(DATA SHOWN)
:::::
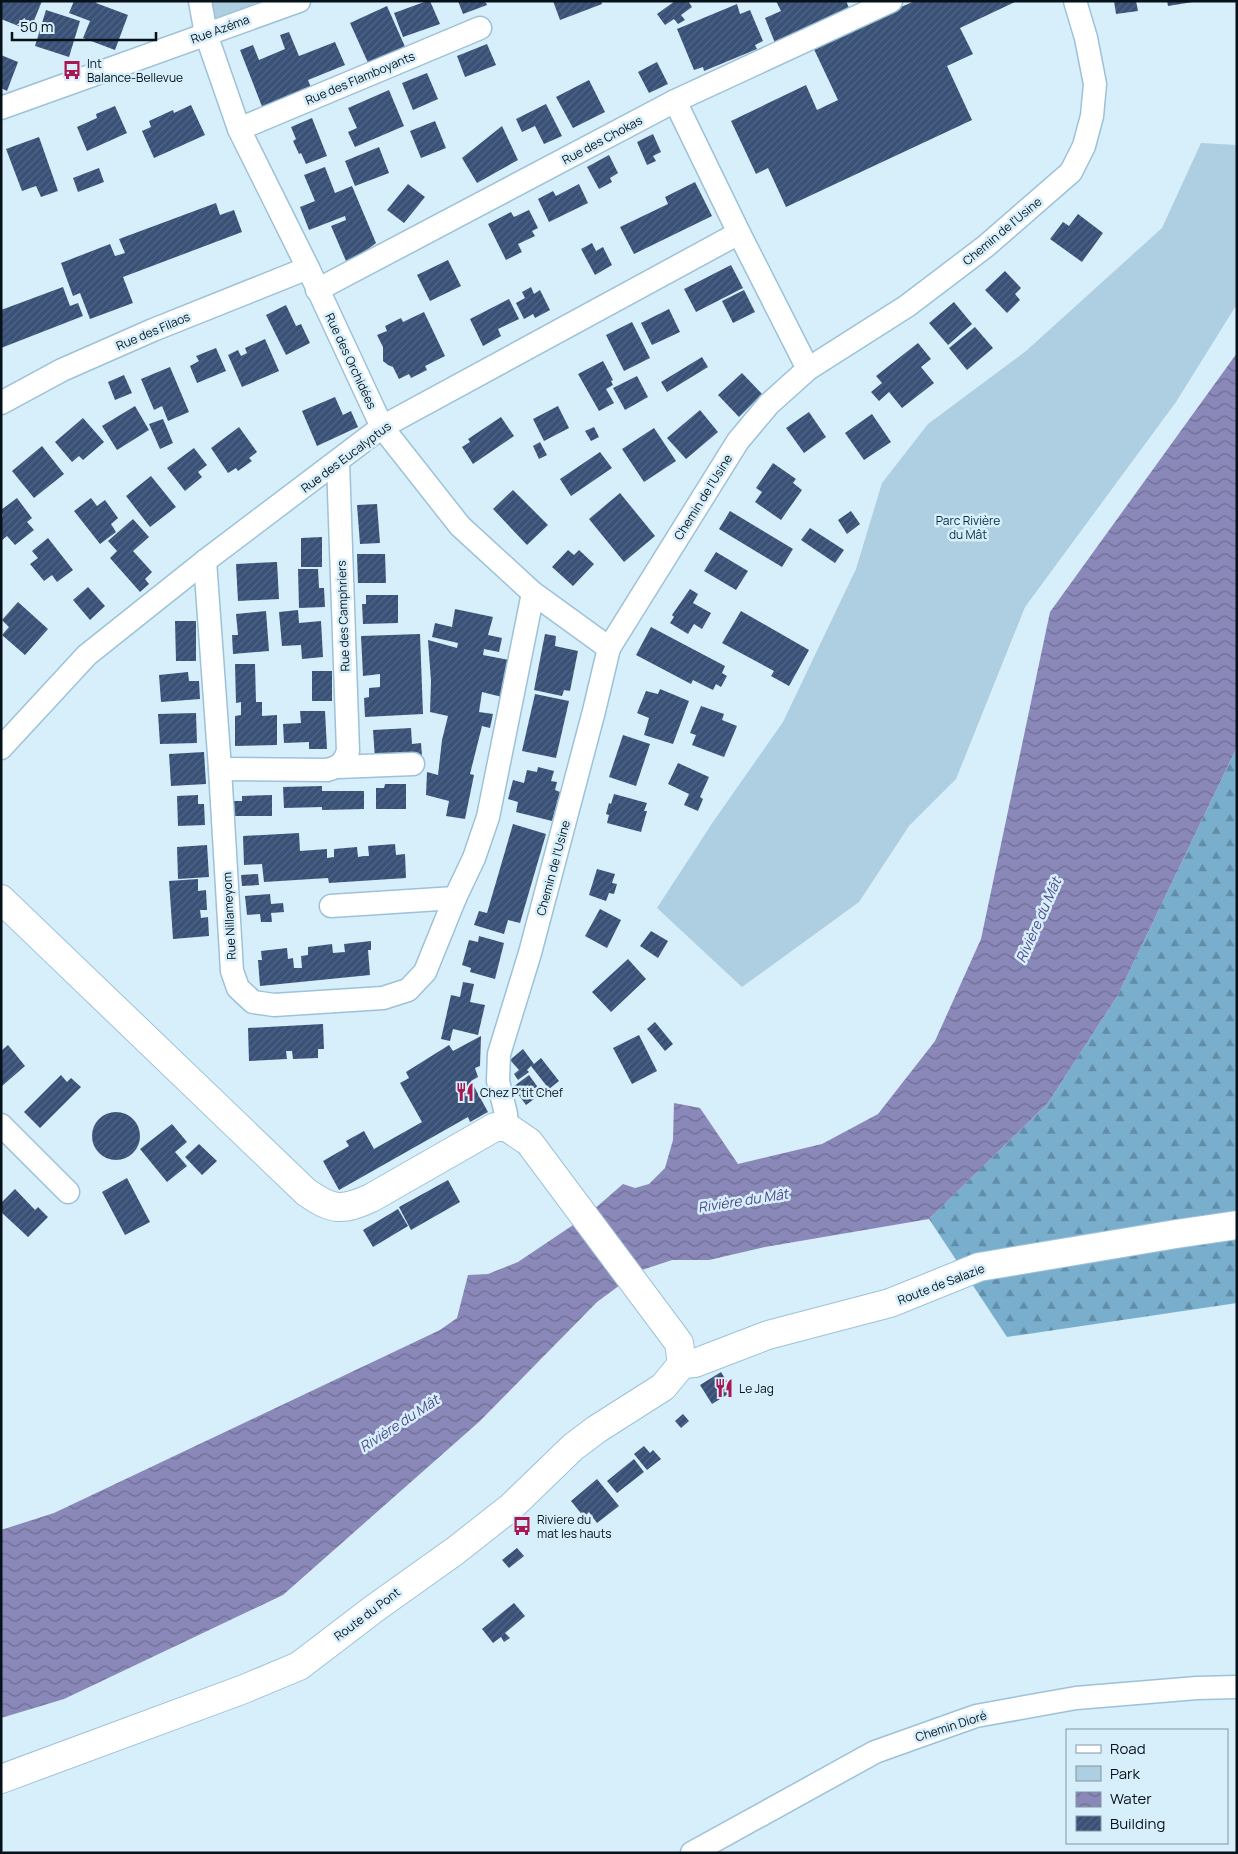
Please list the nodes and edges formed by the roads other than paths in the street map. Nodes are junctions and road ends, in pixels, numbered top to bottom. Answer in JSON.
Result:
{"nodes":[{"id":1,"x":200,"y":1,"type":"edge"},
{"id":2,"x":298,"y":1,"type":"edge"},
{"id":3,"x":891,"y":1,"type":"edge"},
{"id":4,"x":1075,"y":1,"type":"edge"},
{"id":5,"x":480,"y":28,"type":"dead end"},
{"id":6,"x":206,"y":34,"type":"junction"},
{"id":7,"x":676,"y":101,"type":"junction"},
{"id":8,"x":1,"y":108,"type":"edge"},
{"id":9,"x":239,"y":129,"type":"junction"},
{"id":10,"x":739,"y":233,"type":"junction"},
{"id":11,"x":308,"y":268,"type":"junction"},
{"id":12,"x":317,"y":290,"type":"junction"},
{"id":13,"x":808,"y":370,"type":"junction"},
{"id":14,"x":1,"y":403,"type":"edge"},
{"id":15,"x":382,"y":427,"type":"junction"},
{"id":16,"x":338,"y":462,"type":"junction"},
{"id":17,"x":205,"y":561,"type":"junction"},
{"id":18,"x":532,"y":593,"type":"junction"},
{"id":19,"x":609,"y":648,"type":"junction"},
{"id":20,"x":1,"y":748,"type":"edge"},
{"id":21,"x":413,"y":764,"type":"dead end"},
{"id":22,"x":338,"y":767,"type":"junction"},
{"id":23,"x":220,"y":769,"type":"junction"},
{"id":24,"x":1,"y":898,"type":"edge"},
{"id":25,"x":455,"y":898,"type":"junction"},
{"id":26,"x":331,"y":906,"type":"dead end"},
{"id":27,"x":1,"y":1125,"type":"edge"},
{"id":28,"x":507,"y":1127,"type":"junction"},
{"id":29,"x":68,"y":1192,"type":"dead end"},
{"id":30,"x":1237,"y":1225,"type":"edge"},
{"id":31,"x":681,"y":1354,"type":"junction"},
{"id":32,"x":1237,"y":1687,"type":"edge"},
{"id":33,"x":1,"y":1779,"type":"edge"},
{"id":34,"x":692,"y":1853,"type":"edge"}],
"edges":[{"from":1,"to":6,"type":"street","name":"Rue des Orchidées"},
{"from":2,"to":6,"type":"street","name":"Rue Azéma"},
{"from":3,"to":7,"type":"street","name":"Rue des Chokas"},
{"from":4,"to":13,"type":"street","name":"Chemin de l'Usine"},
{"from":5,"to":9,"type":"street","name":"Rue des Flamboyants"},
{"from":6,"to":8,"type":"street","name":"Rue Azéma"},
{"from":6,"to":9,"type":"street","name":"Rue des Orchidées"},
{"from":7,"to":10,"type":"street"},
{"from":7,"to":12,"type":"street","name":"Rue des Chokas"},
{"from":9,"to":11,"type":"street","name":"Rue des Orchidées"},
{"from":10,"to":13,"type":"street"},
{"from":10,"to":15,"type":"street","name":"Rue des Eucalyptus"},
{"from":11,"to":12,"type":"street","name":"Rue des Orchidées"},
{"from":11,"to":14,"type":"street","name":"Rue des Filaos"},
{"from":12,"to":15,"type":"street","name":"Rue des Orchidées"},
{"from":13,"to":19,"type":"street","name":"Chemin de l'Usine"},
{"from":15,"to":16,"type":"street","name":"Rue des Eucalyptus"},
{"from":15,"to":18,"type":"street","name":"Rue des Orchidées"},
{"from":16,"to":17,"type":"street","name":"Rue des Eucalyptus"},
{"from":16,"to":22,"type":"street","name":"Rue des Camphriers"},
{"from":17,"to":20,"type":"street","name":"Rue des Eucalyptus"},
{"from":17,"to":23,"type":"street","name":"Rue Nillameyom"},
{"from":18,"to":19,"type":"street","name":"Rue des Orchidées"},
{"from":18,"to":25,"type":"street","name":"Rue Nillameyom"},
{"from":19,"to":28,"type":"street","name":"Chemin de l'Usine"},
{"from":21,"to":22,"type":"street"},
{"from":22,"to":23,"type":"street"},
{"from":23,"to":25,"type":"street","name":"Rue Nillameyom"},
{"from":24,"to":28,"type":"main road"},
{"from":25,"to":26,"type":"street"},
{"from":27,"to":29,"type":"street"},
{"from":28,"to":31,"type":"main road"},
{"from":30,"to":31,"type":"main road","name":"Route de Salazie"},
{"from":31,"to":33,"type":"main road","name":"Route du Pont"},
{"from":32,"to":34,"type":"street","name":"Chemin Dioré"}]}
:::::
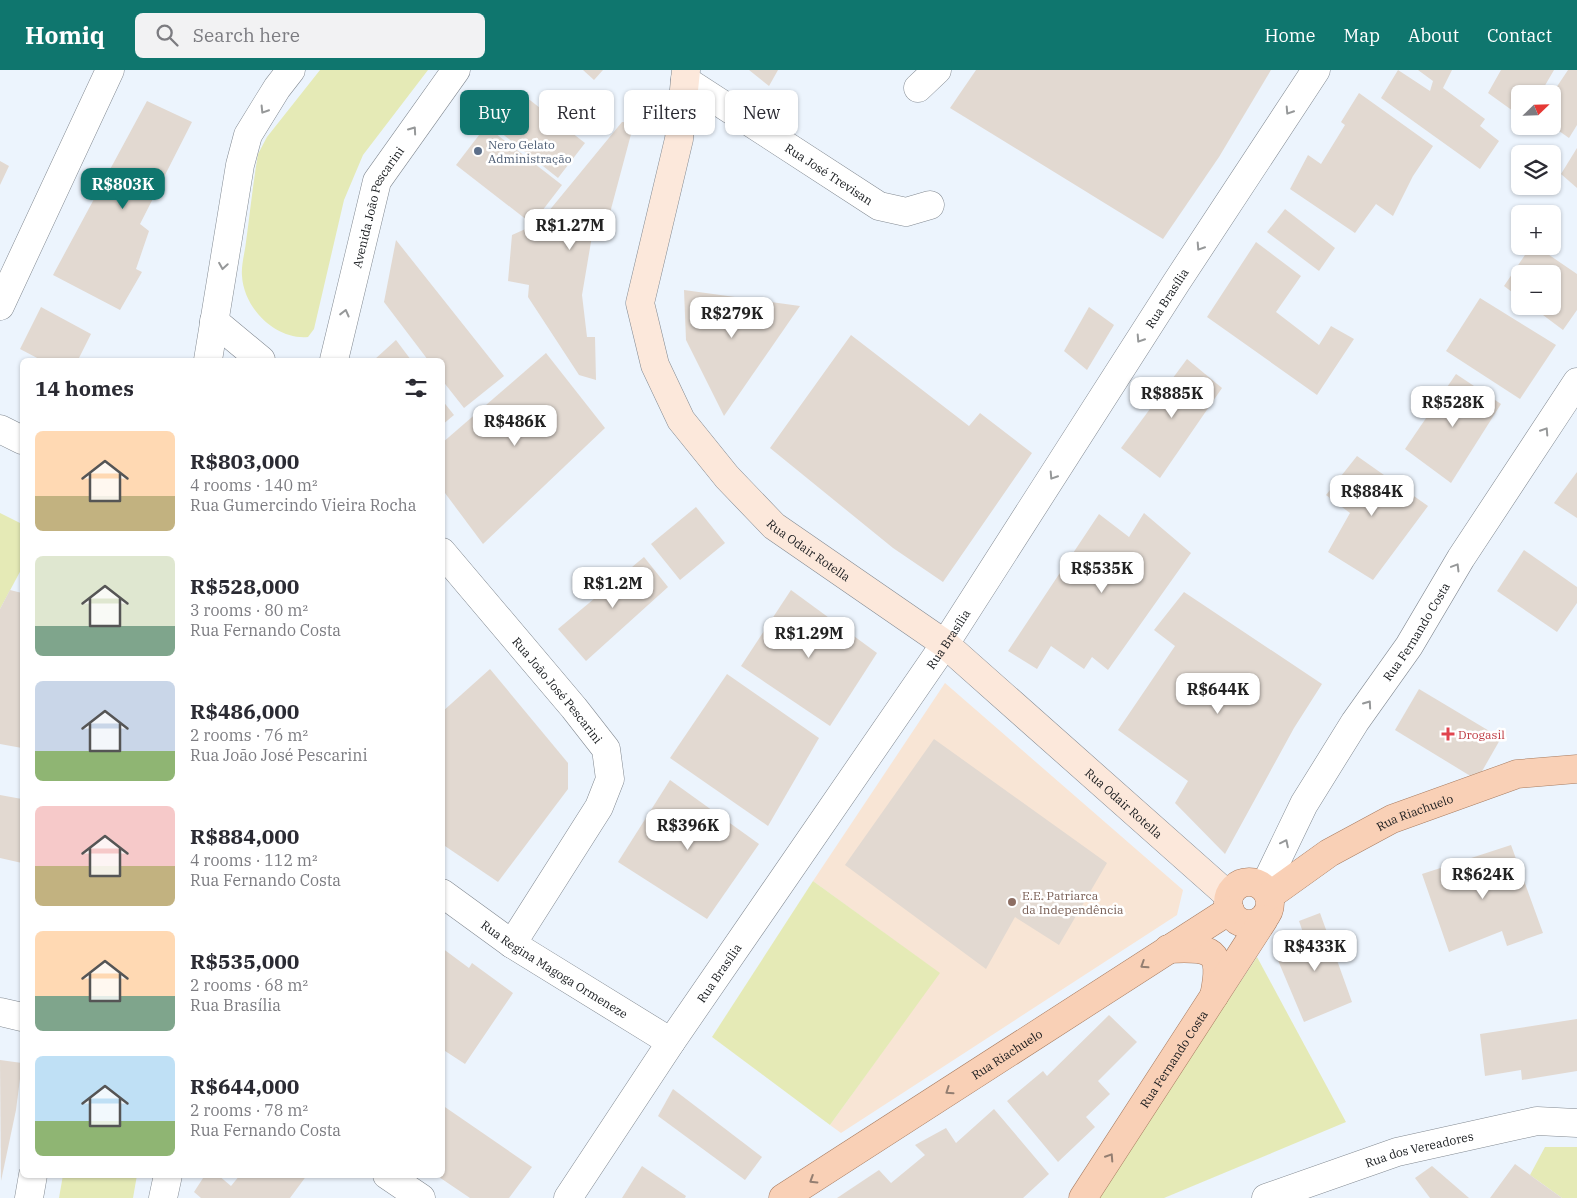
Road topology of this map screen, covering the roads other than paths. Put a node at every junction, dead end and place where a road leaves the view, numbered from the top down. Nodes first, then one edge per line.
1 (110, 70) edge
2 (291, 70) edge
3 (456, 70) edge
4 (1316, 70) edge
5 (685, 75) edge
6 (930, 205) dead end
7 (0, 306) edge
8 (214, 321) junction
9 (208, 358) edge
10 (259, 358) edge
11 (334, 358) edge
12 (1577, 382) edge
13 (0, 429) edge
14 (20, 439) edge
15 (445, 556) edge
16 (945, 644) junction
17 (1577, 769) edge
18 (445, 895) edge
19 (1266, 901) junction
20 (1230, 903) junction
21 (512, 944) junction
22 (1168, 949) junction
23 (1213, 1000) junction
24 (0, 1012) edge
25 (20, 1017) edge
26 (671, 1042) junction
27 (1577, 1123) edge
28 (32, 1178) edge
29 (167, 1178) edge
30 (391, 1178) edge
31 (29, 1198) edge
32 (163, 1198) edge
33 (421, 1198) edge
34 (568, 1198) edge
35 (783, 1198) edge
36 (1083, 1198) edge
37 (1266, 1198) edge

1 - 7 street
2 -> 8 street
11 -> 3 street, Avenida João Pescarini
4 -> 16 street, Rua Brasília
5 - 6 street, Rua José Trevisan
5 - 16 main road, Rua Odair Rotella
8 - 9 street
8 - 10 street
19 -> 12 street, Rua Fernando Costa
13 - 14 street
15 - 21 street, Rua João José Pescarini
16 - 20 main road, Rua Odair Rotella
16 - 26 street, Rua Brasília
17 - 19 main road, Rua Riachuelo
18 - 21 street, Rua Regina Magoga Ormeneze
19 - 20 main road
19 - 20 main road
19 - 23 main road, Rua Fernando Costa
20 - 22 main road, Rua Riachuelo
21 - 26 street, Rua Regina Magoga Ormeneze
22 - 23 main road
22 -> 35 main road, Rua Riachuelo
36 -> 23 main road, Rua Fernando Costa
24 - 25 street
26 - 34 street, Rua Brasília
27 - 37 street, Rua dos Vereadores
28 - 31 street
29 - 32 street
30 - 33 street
:::::
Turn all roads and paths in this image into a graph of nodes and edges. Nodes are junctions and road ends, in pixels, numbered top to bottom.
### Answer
:::::
(TASK OBJECTIVE)
Search the entries above for the word "ends" and copy each line where it appears.

(ANSWER TO THIS TASK)
Please list the nodes and edges formed by the roads other than paths in the street map. Nodes are junctions and road ends, in pixels, numbered top to bottom. Answer in JSON.
Turn all roads and paths in this image into a graph of nodes and edges. Nodes are junctions and road ends, in pixels, numbered top to bottom.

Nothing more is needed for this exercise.